Et le bogue arrive… parfois

Et après le code, on teste. Après plusieurs essais difficiles, cela fini par passer. Youhou. Champomy dans les bureaux.

Mais, quand mes collègues vont tester leur application avec mon travail, cela ne fonctionne pas toujours. Le module noyau qui fait les échanges avec le coprocesseur nous signifie que certaines requêtes, en quantité variables, mettent trop de temps à revenir. On était à une moyenne de 1 à 10 échecs par minute (pour 24 requêtes). Mais il arrivait malgré tout que sur 30 minutes / 1 heure cela n'arrive pas, avant de revenir. C'est beaucoup trop problématique, et ce qui est étonnant c'est que mes tests ne présentaient aucune erreur.

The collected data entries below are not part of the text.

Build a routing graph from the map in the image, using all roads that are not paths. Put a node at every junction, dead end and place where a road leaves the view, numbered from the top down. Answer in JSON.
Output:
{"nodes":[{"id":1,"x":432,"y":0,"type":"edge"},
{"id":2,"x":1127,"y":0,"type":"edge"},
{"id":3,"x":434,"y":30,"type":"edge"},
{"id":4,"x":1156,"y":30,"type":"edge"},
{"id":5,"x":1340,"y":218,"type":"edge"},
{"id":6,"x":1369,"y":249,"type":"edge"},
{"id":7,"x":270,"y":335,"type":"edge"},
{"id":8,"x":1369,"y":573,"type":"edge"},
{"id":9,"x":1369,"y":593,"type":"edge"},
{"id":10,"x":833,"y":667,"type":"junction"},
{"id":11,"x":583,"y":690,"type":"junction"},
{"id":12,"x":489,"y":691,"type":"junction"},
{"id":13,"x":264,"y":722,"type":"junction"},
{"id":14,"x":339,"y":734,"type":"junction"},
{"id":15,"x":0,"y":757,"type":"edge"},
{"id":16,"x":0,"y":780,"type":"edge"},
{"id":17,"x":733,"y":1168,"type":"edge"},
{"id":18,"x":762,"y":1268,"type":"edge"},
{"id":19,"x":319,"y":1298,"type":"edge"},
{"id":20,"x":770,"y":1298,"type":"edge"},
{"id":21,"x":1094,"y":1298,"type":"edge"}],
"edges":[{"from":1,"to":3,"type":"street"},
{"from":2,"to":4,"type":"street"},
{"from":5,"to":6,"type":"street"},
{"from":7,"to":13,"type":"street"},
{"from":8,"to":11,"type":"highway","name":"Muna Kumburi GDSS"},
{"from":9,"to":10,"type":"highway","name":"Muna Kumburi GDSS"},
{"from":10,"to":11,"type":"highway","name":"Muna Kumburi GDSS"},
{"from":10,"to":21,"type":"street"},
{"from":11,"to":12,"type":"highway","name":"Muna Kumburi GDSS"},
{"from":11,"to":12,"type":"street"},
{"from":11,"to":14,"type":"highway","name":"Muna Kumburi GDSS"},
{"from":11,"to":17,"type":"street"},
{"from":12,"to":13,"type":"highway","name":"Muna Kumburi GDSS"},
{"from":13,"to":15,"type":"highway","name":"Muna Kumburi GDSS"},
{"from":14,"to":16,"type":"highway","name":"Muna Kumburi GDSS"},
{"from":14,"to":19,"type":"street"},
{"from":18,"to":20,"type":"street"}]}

Du coup, comme pour toute chaine de communication, on va déboguer étape par étape pour identifier où cela coince. Je précise que la seule section dont je pouvais difficilement déboguer c'est l'échange des messages entre Linux et le firmware qui est assez mal documenté et le code assez obscur en plus d'être gros.

Matériel

Le plus simple à tester, c'est le matériel (recompiler le firmware vidéo pour y ajouter du débogue c'est 40 minutes de compilation, c'est pénible et long, on évite au maximum de le faire). Je vérifie donc que le TVP reçoit les bonnes requêtes et y répond. Le bus I2C étant très simple, un petit oscilloscope sur un fil et on peut rapidement conclure que les signaux sont bons dans les deux sens que la requête échoue ou non à la fin.

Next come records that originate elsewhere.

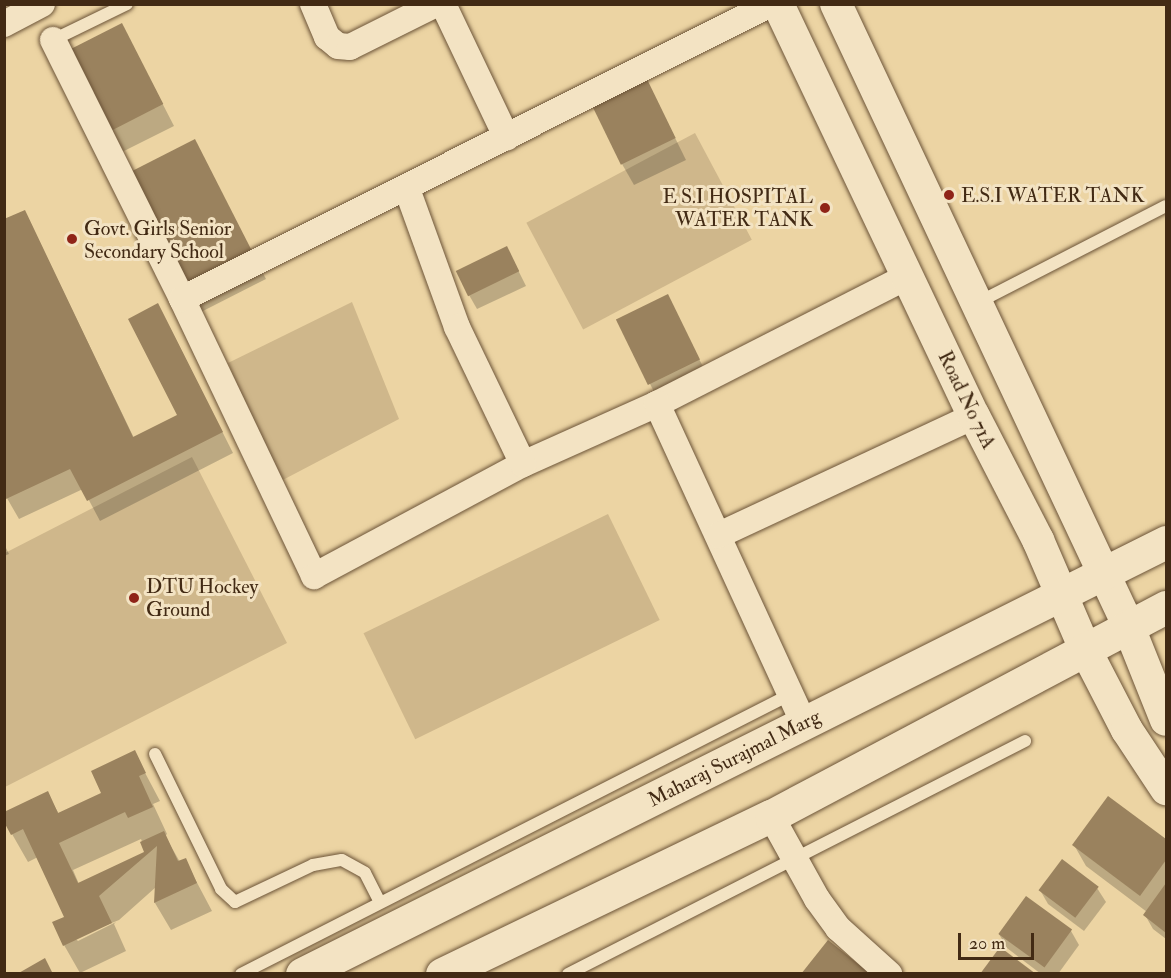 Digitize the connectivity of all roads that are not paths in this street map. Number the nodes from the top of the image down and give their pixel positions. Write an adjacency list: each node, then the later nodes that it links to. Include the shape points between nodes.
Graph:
1 (42, 4): 9 (street)
2 (127, 4): 10 (lane)
3 (313, 4): 4 (street, via 327,37 338,46 350,47)
4 (436, 4)
5 (443, 4): 11 (street)
6 (771, 4): 11 (street)
7 (778, 4): 14 (street, Road No 71A)
8 (836, 4): 16 (street)
9 (4, 24)
10 (53, 40): 15 (street)
11 (507, 138): 12 (street)
12 (407, 189): 15 (street); 19 (street, via 457,327)
13 (1166, 206): 16 (lane)
14 (908, 276): 17 (street); 18 (street, Road No 71A)
15 (182, 298): 19 (street, via 314,576)
16 (976, 303): 22 (street)
17 (657, 404): 19 (street); 20 (street)
18 (974, 416): 20 (street); 23 (street, Road No 71A)
19 (523, 464)
20 (719, 535): 27 (street)
21 (1167, 542): 22 (main road, Maharaj Surajmal Marg)
22 (1102, 574): 23 (main road, Maharaj Surajmal Marg); 25 (street)
23 (1063, 594): 26 (street, Road No 71A); 29 (main road, Maharaj Surajmal Marg)
24 (1167, 607): 25 (main road)
25 (1128, 626): 26 (main road); 28 (street)
26 (1085, 649): 32 (street, Road No 71A, via 1127,730); 33 (main road)
27 (791, 694): 29 (street); 35 (lane)
28 (1167, 720)
29 (804, 723): 38 (main road, Maharaj Surajmal Marg)
30 (1025, 741): 34 (lane)
31 (155, 754): 35 (lane, via 221,889 235,902 313,865 342,860 365,873)
32 (1167, 789)
33 (771, 816): 34 (street); 36 (main road)
34 (794, 858): 39 (lane); 40 (street, via 838,928)
35 (379, 901): 37 (lane)
36 (450, 972)
37 (241, 974)
38 (303, 974)
39 (568, 974)
40 (889, 974)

Mais je me dis que le temps d'attente côté Linux pour recevoir ce message est trop court, je l'allonge volontairement à un délai absurde comme 30 secondes, cela ne change rien. Soit ça réussi vite, soit au bout des 30 secondes j'ai l'erreur. Pas d'entre deux, pas de hausse ou baisse de ces erreurs.

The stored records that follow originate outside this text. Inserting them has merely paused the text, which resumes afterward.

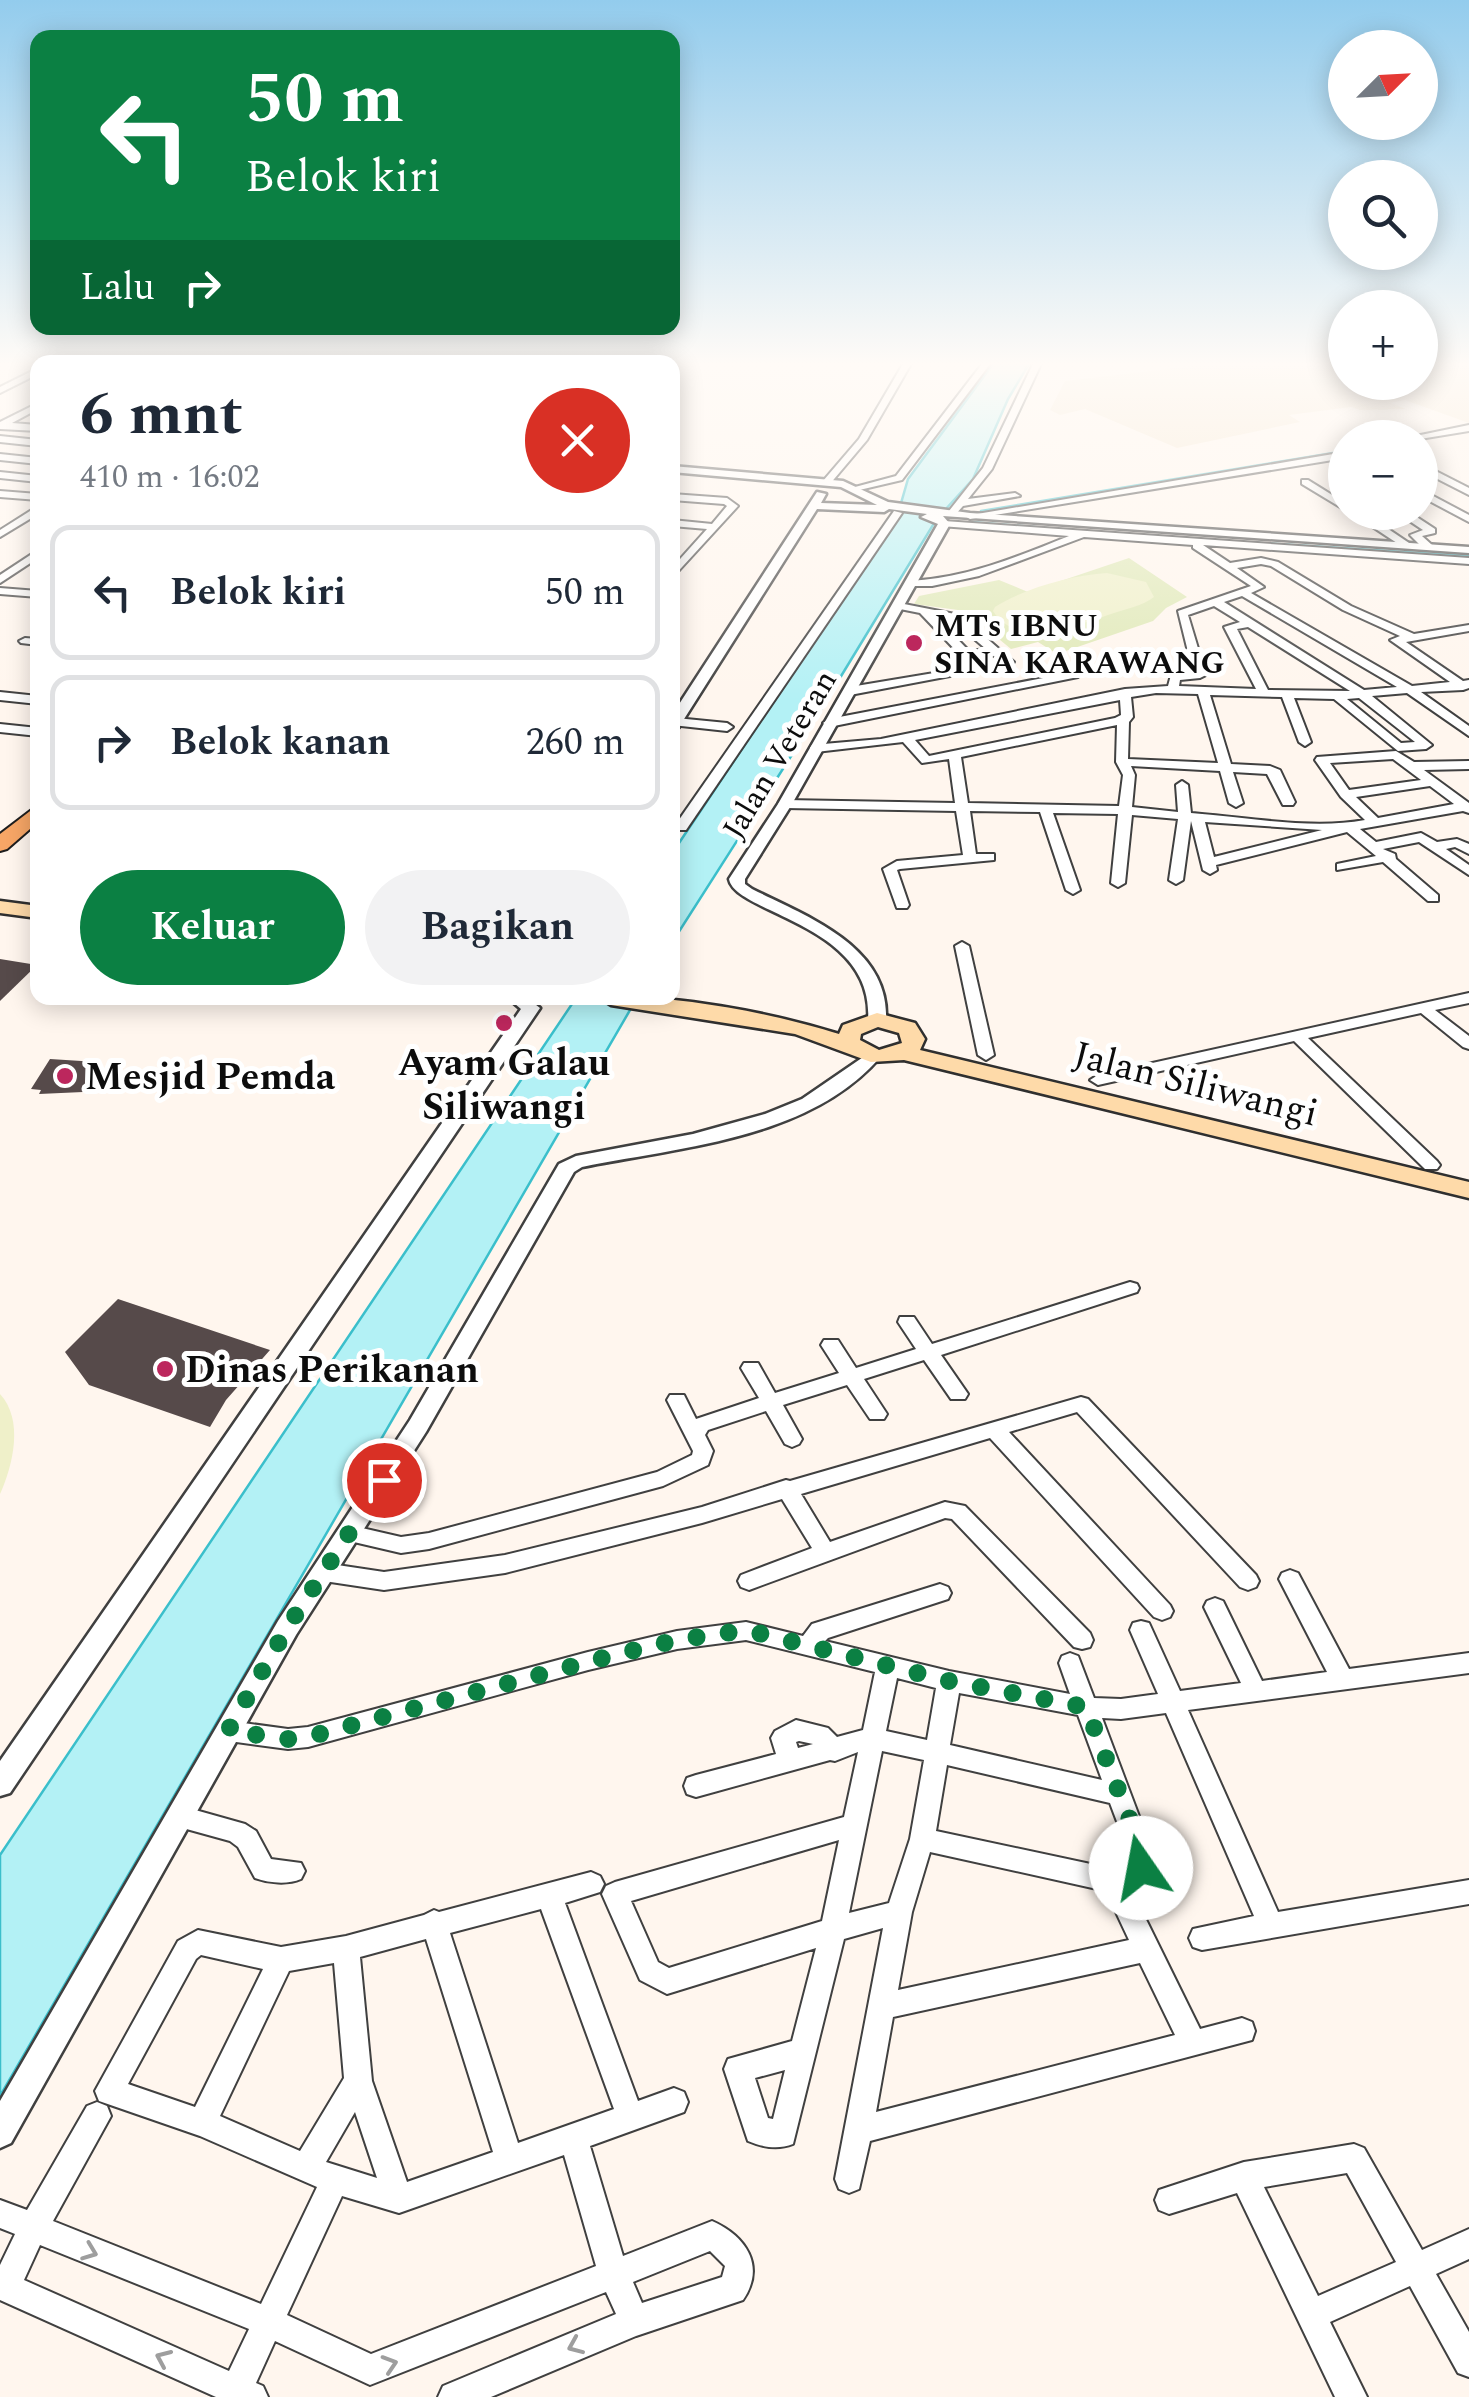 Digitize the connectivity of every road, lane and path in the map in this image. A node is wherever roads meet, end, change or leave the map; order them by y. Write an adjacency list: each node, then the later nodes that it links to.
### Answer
1 (747, 476): 8 (street)
2 (832, 476): 8 (street)
3 (901, 476): 9 (street)
4 (982, 476): 18 (street)
5 (1205, 476): 23 (street)
6 (1439, 476): 10 (street)
7 (1305, 482): 14 (street)
8 (826, 483): 9 (street); 19 (street)
9 (858, 489): 21 (street)
10 (1469, 492)
11 (0, 494): 12 (street)
12 (14, 495): 15 (street); 20 (street)
13 (1015, 496): 18 (street)
14 (1328, 496)
15 (30, 497)
16 (680, 497): 29 (street)
17 (1438, 502): 26 (street)
18 (962, 503): 24 (street)
19 (816, 506): 21 (street); 78 (street)
20 (0, 507)
21 (898, 510): 24 (street); 111 (street)
22 (30, 514): 27 (street)
23 (970, 516): 24 (street); 34 (street)
24 (944, 517): 33 (street); 50 (street, Jalan Veteran)
25 (0, 518): 27 (street)
26 (1469, 518)
27 (22, 520): 32 (street)
28 (680, 523): 29 (street)
29 (715, 526): 41 (street)
30 (1383, 530): 37 (street)
31 (1430, 530): 38 (street)
32 (0, 534)
33 (1085, 534): 34 (street); 50 (street)
34 (1137, 534): 35 (street); 37 (street)
35 (1192, 543): 36 (street); 46 (street)
36 (1222, 544): 43 (street); 44 (street)
37 (1407, 545): 38 (street)
38 (1428, 547): 39 (street)
39 (1469, 550)
40 (680, 552): 41 (street)
41 (692, 553): 45 (street)
42 (30, 559): 48 (street)
43 (1469, 561)
44 (1249, 562): 46 (street); 60 (street)
45 (680, 566)
46 (1230, 566): 53 (street)
47 (0, 568): 48 (street)
48 (14, 570): 49 (street)
49 (0, 580)
50 (910, 584): 55 (street, Jalan Veteran)
51 (0, 591): 52 (street)
52 (30, 593)
53 (1245, 594): 54 (street); 68 (street)
54 (1217, 603): 57 (street); 67 (street)
55 (899, 606): 56 (street); 70 (street, Jalan Veteran)
56 (922, 609): 62 (street); 62 (street)
57 (1251, 622): 71 (street); 74 (street)
58 (1469, 628): 59 (street)
59 (1453, 631): 60 (street); 61 (street)
60 (1412, 637): 66 (street)
61 (1469, 640)
62 (996, 651): 63 (street)
63 (1008, 662)
64 (946, 674): 70 (street)
65 (1074, 674): 81 (street)
66 (1466, 687): 68 (street)
67 (1173, 688): 69 (street); 72 (street)
68 (1409, 689): 74 (street); 85 (street)
69 (1203, 690): 71 (street); 93 (street)
70 (850, 691): 81 (street, Jalan Veteran)
71 (1262, 692): 73 (street)
72 (1125, 693): 79 (street); 86 (street)
73 (1287, 694): 76 (street); 87 (street)
74 (1361, 694): 76 (street); 76 (street)
75 (0, 696): 77 (street)
76 (1337, 696)
77 (30, 699)
78 (680, 716)
79 (1127, 717): 89 (street); 90 (street)
80 (3, 721): 84 (street)
81 (829, 723): 88 (street, Jalan Veteran)
82 (680, 725): 83 (street)
83 (727, 727)
84 (30, 729)
85 (1469, 732)
86 (907, 738): 88 (street); 89 (street)
87 (1305, 742)
88 (816, 748): 100 (street, Jalan Veteran)
89 (955, 756): 102 (street)
90 (1122, 762): 93 (street); 104 (street)
91 (1469, 764): 92 (street)
92 (1412, 766): 94 (street); 96 (street)
93 (1222, 768): 98 (street); 101 (street)
94 (1433, 782): 96 (street); 99 (street)
95 (1182, 785): 105 (street)
96 (1346, 794): 107 (street)
97 (30, 799): 109 (main road)
98 (1288, 802)
99 (1468, 803): 107 (street)
100 (785, 804): 102 (street); 137 (street, Jalan Veteran)
101 (1236, 804)
102 (963, 806): 103 (street); 118 (street)
103 (1045, 807): 104 (street); 124 (street)
104 (1125, 810): 105 (street); 123 (street)
105 (1191, 816): 108 (street); 115 (street); 122 (street)
106 (30, 817): 112 (main road)
107 (1374, 823): 110 (street)
108 (1260, 824): 110 (street); 115 (street)
109 (0, 825)
110 (1350, 826): 113 (street); 115 (street)
111 (681, 827)
112 (0, 845)
113 (1376, 846): 114 (street); 119 (street)
114 (1437, 846): 116 (street); 121 (street)
115 (1265, 848)
116 (1469, 850)
117 (989, 857): 118 (street)
118 (970, 858): 128 (street)
119 (1390, 858): 120 (street); 127 (street)
120 (1342, 866)
121 (1469, 871)
122 (1176, 880)
123 (1118, 883)
124 (1073, 890)
125 (0, 892): 126 (main road)
126 (30, 895)
127 (1433, 898)
128 (902, 904)
129 (0, 907): 130 (main road)
130 (30, 911)
131 (962, 946): 141 (street)
132 (680, 996): 137 (main road)
133 (1469, 998): 136 (street)
134 (526, 1005): 183 (street)
135 (658, 1005): 137 (main road)
136 (1427, 1011): 138 (street); 139 (street)
137 (864, 1037): 140 (main road); 140 (main road); 160 (street)
138 (1300, 1038): 142 (street); 143 (street)
139 (1469, 1044)
140 (909, 1046): 141 (main road, Jalan Siliwangi); 145 (main road, Jalan Siliwangi)
141 (986, 1055): 142 (main road, Jalan Siliwangi)
142 (1098, 1080): 143 (main road, Jalan Siliwangi)
143 (1431, 1165): 144 (main road, Jalan Siliwangi)
144 (1469, 1174)
145 (1469, 1190)
146 (1130, 1288): 149 (street)
147 (907, 1322): 149 (street)
148 (831, 1344): 151 (street)
149 (931, 1353): 151 (street); 152 (street)
150 (751, 1368): 154 (street)
151 (852, 1377): 154 (street); 155 (street)
152 (958, 1394)
153 (678, 1400): 157 (street)
154 (770, 1402): 157 (street); 158 (street)
155 (877, 1414)
156 (994, 1430): 159 (street); 165 (street); 168 (street)
157 (694, 1434): 160 (street)
158 (792, 1439)
159 (786, 1488): 161 (street); 162 (street)
160 (349, 1533): 162 (street)
161 (824, 1552): 164 (street); 170 (street)
162 (324, 1572): 180 (street)
163 (1290, 1580): 176 (street)
164 (749, 1581)
165 (1248, 1581)
166 (940, 1593): 171 (street)
167 (1216, 1607): 177 (street)
168 (1162, 1611)
169 (1141, 1630): 178 (street)
170 (1082, 1640)
171 (806, 1648): 174 (street); 180 (street)
172 (1070, 1663): 179 (street)
173 (1469, 1663): 176 (street)
174 (888, 1666): 175 (street); 181 (street)
175 (949, 1681): 179 (street); 182 (street)
176 (1343, 1681): 177 (street)
177 (1256, 1691): 178 (street)
178 (1172, 1701): 179 (street); 196 (street)
179 (1086, 1707): 185 (street)
180 (228, 1731): 186 (street)
181 (872, 1738): 182 (street); 184 (street); 187 (street)
182 (938, 1756): 185 (street); 188 (street)
183 (0, 1784)
184 (696, 1786)
185 (1121, 1795): 190 (street)
186 (181, 1817): 189 (street); 212 (street)
187 (854, 1825): 197 (street); 197 (street)
188 (922, 1839): 190 (street); 194 (street)
189 (292, 1871)
190 (1114, 1881): 200 (street)
191 (591, 1884): 193 (street)
192 (1469, 1892): 196 (street)
193 (549, 1896): 195 (street); 209 (street)
194 (899, 1912): 197 (street); 202 (street)
195 (434, 1922): 199 (street); 214 (street)
196 (1270, 1924): 198 (street)
197 (833, 1930): 205 (street)
198 (1202, 1938)
199 (346, 1948): 201 (street); 206 (street)
200 (1147, 1949): 202 (street); 204 (street)
201 (281, 1960): 210 (street); 210 (street)
202 (883, 2006): 211 (street)
203 (1242, 2031): 204 (street)
204 (1193, 2044): 211 (street)
205 (797, 2053)
206 (358, 2081): 215 (street); 219 (street)
207 (674, 2102): 209 (street)
208 (97, 2116): 222 (street)
209 (631, 2119): 213 (street)
210 (202, 2123): 215 (street)
211 (858, 2130): 217 (street)
212 (0, 2132)
213 (574, 2139): 214 (street); 225 (street)
214 (510, 2162): 219 (street)
215 (307, 2166): 218 (street)
216 (1244, 2176): 220 (street); 224 (street); 227 (street)
217 (849, 2179)
218 (335, 2180): 219 (street); 229 (street)
219 (399, 2198)
220 (1168, 2200)
221 (0, 2214): 222 (street)
222 (32, 2230): 226 (street); 229 (street, one-way to 229)
223 (1469, 2244): 224 (street)
224 (1415, 2266): 227 (street); 230 (street)
225 (614, 2273): 228 (street); 228 (street); 229 (street, one-way to 225)
226 (2, 2286): 231 (street, one-way to 226)
227 (1311, 2315): 233 (street)
228 (635, 2321): 232 (street, one-way to 232)
229 (269, 2322): 231 (street)
230 (1469, 2362)
231 (240, 2395)
232 (454, 2397)
233 (1351, 2397)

Du coup on sait que la chaîne d'envoi est bonne, et le matériel aussi, le soucis se situe bien au retour.

Firmware vidéo

Donc forcément je remonte un peu la chaîne côté firmware vidéo et à chaque étape en son sein, l'information est correcte à tous les coups. Comme le soucis n'est pas côté Linux après l'API FVID2, le soucis se situe forcément dans le transfert des messages entre les deux mondes comme on dit. Côté retour uniquement.

Plongeons au cœur de la mémoire

À ce stade là, cela devient assez étrange. Comment cela peut planter de cette manière là ? Jémets quelques hypothèses, manque de place pour l'échange de messages (il y a d'autres messages que ceux du TVP là dedans) ou éventuellement un conflit de lecture / écriture simultanée par les deux sur un même message.

Pendant que je cherchais comment l'ensemble fonctionnait, des collègues m'ont rapporté des informations pertinentes (bah oui, ils continuent de testeur leur travail de leur côté et disent ce qui est pertinent quand ils constatent le problème). Il y a une corrélation entre le nombre de caméras branchées au TVP (et exploitées par notre programme) et la fréquence du bogue. Plus il y a avait de caméras, moins cela plantait. Cela paraît contre intuitif.

J'ai maintenant une idée plus claire de ce qui semble être le cas, mais je dois vérifier. J'essaye de voir donc comment l'échange de message fonctionne, et la fonction que j'appelle a quelques lignes intrigantes dont je copie la boucle intéressante :

while (fctrl->fctrlprms->returnvalue == VPS_FVID2_M3_INIT_VALUE) {
       usleep_range(100, 300);
       if (vps_timeout) {
              do_gettimeofday(&etime);
              td = time_diff(stime, etime);
              if (vps_timeout < td) {
                    VPSSERR("contrl event 0x%x timeout\n",  cmd);
                     return -ETIMEDOUT;
               }
        }
}

En gros, Linux initialise une valeur précise à une adresse précise dans la RAM. Quand le firmware a fini son boulot et renvoie les infos demandés, il signifie au noyau qu'il a fini en changeant la valeur initialisée précédemment. Le noyau regarde sa valeur régulièrement par tranches de 100 à 300 microsecondes pendant 2 secondes maximum.

Et comme par hasard, si je mets dans la boucle un printk de débogue (l'équivalent de printf pour le noyau, pour afficher des chaînes de caractères visibles en espace utilisateur, cette fonction est plutôt grosse), le bogue disparaît. Quelques soient les conditions.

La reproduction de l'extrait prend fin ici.